Pour un fournisseur, un revendeur ou un client, cette annonce appelle moins un jugement sur la viabilité de l’entreprise qu’une vérification immédiate de sa propre situation. Une facture antérieure au jugement, une livraison postérieure, un acompte versé ou des marchandises vendues sous réserve de propriété n’obéissent pas au même régime. Le premier travail consiste à dater la créance, lire le contrat, retrouver les factures et bons de livraison, puis identifier le mandataire judiciaire et la date de publication au BODACC. Une mauvaise qualification peut faire perdre un délai, un privilège ou la possibilité de récupérer des biens.

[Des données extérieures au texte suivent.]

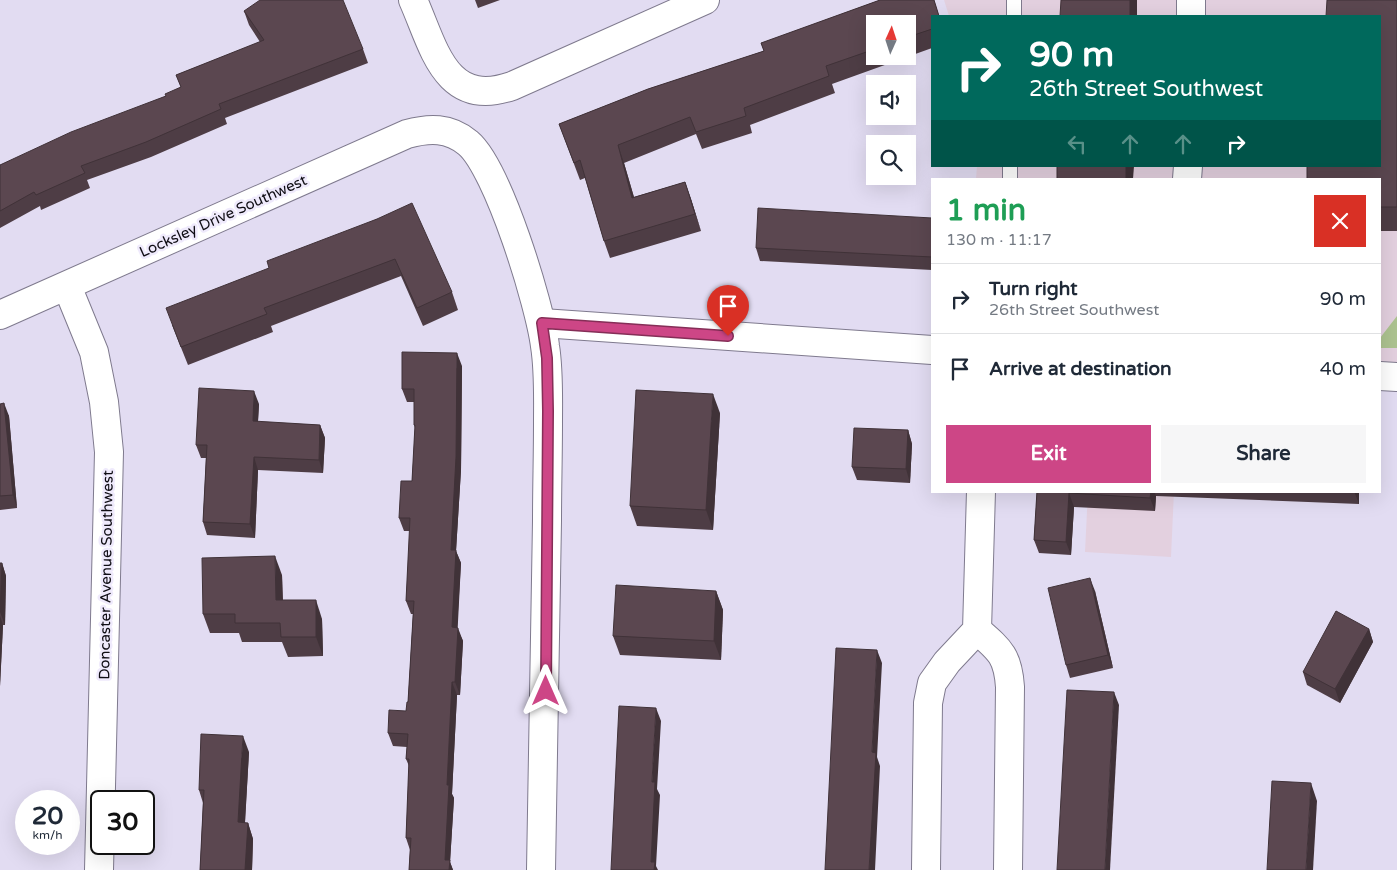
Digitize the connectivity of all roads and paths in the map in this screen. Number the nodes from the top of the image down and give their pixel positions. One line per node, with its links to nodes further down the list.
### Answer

Le redressement judiciaire ne signifie pas que toutes les commandes sont annulées ni que toutes les dettes deviennent irrécouvrables. Il organise une période d’observation pendant laquelle l’activité peut se poursuivre. La protection de chaque partenaire dépend cependant de la nature de son droit et de la rapidité avec laquelle il l’exerce.
I. Eurobougie en redressement judiciaire : comment déclarer une facture ou protéger une commande ?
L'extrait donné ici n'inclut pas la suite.